### ASSIGNMENT:
Copy each line below in which the string "dead" occurs.

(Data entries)
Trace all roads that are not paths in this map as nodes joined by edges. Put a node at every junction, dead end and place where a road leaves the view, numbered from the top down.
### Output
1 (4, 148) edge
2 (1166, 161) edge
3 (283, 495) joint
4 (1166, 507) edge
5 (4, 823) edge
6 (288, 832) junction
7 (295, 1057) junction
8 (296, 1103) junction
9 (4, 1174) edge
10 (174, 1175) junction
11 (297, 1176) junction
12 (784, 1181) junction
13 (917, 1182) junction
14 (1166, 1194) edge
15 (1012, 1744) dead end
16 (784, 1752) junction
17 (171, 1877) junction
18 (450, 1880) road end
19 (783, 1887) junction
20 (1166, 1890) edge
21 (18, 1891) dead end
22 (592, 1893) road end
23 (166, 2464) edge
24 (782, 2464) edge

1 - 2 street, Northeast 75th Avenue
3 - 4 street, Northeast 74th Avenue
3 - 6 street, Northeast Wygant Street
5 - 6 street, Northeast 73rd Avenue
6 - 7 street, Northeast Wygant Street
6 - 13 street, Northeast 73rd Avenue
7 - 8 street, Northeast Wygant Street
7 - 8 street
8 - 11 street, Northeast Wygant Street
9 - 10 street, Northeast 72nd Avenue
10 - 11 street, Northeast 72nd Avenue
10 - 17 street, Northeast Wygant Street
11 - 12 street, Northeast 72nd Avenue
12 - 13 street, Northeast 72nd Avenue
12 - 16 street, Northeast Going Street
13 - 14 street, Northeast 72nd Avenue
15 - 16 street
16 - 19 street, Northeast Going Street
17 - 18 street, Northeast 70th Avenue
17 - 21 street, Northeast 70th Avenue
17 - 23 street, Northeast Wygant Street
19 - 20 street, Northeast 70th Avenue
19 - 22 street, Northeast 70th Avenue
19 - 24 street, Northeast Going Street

### WRITTEN SOLUTION:
Trace all roads that are not paths in this map as nodes joined by edges. Put a node at every junction, dead end and place where a road leaves the view, numbered from the top down.
15 (1012, 1744) dead end
21 (18, 1891) dead end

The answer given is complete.